TASK OBJECTIVE:
Bring together all lines from the listing below that contain the string "dead".

RECORDS PROVIDED:
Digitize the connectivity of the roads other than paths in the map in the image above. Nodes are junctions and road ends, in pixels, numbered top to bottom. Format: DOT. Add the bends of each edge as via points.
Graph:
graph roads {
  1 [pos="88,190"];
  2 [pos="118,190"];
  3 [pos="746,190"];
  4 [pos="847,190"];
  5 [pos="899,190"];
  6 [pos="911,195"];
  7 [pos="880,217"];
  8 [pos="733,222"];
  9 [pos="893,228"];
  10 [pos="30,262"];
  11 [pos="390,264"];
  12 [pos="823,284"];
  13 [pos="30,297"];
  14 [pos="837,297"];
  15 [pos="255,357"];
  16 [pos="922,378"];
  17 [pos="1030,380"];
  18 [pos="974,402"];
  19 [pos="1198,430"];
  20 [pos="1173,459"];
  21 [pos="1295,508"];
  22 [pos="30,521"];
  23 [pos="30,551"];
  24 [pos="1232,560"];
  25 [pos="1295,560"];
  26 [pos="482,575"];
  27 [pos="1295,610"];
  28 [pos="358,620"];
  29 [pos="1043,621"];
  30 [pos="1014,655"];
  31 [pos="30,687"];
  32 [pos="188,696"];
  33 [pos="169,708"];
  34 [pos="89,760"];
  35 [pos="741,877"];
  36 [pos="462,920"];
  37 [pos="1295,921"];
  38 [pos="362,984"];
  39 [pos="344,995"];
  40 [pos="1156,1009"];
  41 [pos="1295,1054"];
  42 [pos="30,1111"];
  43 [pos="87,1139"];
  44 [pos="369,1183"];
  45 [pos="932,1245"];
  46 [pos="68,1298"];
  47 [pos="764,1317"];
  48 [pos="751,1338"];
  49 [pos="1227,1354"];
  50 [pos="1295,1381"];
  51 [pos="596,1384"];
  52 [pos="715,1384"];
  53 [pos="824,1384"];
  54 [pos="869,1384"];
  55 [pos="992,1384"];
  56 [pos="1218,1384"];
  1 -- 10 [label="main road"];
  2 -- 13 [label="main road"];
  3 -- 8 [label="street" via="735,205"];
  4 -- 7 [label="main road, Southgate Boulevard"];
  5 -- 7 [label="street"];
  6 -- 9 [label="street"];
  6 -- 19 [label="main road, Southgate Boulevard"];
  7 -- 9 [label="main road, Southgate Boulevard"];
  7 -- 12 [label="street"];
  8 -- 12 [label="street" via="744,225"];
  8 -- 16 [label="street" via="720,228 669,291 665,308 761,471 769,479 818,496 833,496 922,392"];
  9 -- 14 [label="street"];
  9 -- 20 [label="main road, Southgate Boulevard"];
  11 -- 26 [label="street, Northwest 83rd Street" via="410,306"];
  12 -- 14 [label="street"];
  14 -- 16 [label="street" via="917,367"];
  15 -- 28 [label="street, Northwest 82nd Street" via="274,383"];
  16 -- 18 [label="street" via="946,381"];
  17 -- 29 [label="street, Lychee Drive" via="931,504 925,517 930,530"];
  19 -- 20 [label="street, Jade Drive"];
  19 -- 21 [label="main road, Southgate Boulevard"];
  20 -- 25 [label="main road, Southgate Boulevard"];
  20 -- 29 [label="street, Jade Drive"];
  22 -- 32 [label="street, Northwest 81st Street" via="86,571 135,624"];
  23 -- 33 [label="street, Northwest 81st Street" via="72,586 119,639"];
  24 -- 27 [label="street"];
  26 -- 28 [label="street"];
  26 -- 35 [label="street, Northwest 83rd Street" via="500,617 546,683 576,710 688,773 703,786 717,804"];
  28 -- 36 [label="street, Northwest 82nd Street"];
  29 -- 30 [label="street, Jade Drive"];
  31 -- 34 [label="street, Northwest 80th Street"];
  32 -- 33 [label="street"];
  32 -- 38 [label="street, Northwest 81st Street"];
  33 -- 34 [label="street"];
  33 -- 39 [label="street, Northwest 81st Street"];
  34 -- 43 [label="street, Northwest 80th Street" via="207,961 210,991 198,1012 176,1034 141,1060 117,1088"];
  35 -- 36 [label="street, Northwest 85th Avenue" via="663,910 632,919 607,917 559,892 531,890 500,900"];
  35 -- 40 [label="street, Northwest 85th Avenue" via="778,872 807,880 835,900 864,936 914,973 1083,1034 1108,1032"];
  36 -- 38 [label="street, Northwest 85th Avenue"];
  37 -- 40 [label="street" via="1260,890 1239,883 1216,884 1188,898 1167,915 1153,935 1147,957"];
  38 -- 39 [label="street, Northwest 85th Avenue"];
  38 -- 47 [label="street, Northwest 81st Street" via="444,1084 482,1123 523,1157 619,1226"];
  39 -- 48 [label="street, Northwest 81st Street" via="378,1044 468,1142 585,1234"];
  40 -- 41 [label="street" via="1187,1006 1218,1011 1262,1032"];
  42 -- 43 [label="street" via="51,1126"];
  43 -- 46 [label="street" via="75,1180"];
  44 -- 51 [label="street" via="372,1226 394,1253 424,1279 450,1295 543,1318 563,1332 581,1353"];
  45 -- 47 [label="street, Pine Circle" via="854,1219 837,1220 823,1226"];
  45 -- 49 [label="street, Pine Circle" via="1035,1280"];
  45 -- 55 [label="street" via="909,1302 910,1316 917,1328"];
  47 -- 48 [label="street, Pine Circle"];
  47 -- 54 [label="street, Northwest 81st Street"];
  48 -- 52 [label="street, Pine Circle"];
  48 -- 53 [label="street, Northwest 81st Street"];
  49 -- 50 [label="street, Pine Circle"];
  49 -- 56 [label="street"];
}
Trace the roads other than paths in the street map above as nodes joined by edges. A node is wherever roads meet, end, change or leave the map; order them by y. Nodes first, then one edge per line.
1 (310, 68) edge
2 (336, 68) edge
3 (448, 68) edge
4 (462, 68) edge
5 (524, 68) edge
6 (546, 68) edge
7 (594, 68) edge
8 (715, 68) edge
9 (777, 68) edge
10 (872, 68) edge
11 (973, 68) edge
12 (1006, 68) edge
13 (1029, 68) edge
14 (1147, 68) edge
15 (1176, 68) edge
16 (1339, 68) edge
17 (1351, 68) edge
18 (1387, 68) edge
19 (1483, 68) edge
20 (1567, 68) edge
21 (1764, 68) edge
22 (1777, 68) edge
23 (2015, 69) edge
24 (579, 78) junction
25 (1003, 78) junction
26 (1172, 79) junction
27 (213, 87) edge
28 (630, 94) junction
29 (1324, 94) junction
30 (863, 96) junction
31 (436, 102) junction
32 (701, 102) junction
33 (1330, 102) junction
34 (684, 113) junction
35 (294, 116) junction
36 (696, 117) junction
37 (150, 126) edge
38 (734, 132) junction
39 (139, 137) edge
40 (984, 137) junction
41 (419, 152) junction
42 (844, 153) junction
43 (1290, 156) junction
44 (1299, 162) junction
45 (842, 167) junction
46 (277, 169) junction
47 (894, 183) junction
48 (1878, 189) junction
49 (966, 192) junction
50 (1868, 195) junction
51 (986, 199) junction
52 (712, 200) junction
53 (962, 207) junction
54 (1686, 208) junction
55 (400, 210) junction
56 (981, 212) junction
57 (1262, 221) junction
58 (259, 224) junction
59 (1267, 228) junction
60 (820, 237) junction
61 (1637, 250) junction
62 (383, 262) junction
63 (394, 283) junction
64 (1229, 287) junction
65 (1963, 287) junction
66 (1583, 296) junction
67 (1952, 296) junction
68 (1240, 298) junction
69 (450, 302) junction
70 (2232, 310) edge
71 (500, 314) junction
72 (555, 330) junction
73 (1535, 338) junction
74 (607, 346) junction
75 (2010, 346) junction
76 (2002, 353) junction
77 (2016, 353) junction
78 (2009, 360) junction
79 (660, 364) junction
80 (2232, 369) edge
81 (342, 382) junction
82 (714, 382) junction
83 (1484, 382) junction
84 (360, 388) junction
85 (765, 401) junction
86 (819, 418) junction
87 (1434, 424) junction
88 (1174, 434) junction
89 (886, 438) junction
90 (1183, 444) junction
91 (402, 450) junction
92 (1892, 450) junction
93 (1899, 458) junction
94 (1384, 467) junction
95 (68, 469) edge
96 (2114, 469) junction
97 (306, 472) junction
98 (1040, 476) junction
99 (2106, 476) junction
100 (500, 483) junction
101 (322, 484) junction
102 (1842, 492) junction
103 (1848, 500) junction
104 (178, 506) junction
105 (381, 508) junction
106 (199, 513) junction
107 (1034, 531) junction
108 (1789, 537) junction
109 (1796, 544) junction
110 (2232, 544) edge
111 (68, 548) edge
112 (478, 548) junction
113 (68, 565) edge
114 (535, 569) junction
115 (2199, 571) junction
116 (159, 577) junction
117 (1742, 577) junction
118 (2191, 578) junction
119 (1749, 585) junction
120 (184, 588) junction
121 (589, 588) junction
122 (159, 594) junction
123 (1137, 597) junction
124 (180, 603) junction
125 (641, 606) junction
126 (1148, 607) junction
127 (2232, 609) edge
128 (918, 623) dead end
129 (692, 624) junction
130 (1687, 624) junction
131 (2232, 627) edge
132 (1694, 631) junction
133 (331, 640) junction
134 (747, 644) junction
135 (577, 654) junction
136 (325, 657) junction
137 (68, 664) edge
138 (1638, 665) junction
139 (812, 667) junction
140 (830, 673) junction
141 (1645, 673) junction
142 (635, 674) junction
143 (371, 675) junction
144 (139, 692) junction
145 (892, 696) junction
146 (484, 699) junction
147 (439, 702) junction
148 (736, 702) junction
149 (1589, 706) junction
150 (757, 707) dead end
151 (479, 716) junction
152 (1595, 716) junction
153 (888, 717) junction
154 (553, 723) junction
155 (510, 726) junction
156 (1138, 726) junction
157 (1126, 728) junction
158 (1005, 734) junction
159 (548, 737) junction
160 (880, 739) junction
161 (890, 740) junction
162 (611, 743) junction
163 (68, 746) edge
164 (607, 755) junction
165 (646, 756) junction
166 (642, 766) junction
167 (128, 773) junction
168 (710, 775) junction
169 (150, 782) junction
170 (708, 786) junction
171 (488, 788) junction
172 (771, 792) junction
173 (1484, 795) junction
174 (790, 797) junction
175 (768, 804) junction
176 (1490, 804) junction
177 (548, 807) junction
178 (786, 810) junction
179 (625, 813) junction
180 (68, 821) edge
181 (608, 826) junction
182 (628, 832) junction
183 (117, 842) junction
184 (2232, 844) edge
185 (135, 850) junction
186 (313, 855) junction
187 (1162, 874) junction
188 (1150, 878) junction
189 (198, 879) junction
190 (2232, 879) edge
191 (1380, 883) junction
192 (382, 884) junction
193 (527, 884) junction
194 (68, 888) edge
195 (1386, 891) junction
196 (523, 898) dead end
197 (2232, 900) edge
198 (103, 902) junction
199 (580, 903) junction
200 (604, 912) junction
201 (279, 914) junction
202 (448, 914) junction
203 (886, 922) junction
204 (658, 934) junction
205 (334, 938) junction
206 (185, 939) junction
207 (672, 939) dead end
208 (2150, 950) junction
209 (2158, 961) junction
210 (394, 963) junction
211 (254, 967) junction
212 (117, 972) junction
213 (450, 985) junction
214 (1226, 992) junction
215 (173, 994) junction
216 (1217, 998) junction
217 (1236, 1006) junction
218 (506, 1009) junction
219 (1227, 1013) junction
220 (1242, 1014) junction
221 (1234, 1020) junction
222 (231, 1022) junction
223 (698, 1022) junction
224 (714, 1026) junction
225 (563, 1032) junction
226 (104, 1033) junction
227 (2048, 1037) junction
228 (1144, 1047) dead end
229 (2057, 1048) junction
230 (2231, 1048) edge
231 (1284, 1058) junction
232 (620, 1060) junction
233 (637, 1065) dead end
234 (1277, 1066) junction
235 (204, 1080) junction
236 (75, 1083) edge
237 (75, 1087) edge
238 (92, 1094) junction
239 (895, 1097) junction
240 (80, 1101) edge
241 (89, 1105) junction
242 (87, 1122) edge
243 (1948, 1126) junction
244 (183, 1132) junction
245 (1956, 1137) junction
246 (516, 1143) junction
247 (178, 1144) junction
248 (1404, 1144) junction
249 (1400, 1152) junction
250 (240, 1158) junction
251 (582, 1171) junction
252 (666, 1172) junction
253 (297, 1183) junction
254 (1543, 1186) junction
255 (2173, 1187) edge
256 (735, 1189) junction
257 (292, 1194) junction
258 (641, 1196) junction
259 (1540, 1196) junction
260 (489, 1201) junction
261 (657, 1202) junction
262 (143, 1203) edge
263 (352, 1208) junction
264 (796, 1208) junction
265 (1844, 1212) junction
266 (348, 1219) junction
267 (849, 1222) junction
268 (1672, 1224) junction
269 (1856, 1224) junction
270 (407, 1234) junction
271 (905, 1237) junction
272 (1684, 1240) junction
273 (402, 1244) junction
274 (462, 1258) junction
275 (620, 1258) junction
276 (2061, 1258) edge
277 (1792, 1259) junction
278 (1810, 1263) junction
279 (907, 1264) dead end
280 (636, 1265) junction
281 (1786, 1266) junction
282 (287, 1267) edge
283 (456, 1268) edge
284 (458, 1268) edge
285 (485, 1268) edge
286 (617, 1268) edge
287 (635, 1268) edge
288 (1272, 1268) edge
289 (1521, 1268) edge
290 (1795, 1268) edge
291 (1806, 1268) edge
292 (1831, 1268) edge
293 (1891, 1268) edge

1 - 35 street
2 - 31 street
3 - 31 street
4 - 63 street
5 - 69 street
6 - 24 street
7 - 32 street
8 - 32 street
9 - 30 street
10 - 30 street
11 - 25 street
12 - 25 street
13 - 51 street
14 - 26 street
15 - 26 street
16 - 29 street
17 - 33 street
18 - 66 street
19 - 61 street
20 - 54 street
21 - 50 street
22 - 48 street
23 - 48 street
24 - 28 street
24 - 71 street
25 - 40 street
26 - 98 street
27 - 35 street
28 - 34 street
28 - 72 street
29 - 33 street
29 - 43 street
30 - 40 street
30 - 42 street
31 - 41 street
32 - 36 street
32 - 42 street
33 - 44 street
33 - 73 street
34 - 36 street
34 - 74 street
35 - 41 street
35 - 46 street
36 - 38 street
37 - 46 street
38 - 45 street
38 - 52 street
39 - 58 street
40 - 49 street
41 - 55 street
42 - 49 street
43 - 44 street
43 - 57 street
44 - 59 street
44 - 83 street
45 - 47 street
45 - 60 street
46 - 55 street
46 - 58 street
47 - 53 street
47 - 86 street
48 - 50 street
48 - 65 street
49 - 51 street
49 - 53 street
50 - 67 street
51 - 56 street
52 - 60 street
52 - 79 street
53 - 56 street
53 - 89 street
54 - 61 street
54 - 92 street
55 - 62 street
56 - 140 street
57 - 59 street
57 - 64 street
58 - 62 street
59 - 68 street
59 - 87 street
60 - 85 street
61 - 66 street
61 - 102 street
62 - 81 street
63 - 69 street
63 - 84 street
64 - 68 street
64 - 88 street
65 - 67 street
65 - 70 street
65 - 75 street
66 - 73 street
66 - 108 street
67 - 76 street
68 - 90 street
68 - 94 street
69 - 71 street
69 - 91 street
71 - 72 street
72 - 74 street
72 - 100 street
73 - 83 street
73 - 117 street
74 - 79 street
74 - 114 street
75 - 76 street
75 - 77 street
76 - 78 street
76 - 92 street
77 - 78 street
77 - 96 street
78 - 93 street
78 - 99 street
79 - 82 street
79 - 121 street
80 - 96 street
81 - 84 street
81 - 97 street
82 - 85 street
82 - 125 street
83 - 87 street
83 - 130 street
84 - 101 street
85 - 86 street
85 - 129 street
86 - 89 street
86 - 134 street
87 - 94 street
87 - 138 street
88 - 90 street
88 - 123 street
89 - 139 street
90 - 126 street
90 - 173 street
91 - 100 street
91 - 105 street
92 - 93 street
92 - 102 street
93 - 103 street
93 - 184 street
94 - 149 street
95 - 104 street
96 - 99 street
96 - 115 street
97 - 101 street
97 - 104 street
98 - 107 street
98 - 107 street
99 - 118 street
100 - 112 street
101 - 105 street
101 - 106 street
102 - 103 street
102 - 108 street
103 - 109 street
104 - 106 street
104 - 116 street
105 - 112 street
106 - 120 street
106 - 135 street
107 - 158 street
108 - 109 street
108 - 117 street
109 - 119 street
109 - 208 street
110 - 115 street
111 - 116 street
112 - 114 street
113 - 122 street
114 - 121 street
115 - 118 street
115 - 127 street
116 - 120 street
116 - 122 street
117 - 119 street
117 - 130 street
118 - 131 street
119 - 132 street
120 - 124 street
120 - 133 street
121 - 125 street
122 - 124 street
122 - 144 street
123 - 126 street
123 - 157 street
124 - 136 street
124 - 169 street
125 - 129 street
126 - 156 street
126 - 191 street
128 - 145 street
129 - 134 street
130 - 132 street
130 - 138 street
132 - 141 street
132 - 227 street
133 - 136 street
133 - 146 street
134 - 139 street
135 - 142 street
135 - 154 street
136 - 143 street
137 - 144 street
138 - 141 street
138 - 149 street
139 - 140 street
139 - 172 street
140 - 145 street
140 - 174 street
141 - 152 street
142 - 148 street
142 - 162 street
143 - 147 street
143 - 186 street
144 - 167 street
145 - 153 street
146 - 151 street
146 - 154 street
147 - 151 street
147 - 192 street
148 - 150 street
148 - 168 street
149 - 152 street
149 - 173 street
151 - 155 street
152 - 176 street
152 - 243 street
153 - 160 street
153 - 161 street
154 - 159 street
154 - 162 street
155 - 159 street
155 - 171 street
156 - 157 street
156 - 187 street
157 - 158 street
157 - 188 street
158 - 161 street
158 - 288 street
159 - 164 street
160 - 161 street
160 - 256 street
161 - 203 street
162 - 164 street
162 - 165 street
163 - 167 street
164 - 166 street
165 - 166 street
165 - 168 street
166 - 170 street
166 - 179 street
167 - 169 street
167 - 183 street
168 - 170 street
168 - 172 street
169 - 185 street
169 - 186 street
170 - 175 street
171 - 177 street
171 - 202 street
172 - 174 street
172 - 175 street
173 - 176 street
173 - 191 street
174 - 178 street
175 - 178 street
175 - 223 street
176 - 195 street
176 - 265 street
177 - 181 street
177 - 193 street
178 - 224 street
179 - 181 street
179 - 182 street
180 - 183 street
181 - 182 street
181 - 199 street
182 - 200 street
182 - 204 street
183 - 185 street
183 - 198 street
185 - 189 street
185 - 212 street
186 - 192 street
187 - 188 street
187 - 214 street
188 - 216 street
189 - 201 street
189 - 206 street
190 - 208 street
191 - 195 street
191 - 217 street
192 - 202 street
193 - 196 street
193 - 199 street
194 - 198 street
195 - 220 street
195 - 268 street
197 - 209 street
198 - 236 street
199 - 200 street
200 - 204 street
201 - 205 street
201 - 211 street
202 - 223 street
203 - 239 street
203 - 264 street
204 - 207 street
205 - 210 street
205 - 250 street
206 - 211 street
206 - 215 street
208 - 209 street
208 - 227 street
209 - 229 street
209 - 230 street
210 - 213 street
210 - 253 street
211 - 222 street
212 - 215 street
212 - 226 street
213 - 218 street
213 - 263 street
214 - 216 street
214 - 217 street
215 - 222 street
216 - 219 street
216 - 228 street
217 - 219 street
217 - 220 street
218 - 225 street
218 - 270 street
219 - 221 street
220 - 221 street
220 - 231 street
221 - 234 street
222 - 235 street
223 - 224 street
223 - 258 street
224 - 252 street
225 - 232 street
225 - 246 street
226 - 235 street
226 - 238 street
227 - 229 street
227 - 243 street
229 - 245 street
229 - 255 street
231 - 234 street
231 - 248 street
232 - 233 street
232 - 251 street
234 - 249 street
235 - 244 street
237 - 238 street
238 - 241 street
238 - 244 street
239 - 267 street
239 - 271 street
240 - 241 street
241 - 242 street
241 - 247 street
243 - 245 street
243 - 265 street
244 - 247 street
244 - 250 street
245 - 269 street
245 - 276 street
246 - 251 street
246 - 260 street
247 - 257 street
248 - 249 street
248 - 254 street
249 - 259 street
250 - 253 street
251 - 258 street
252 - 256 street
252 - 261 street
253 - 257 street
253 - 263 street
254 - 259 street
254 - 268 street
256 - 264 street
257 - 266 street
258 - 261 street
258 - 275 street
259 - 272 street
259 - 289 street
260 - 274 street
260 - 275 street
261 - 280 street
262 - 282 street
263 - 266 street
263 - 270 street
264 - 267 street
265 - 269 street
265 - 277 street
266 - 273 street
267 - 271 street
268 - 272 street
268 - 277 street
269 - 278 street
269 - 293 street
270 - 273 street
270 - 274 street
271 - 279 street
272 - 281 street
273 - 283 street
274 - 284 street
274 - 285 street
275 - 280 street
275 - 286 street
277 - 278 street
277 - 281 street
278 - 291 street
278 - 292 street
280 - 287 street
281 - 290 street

RESPONSE BELOW:
128 (918, 623) dead end
150 (757, 707) dead end
196 (523, 898) dead end
207 (672, 939) dead end
228 (1144, 1047) dead end
233 (637, 1065) dead end
279 (907, 1264) dead end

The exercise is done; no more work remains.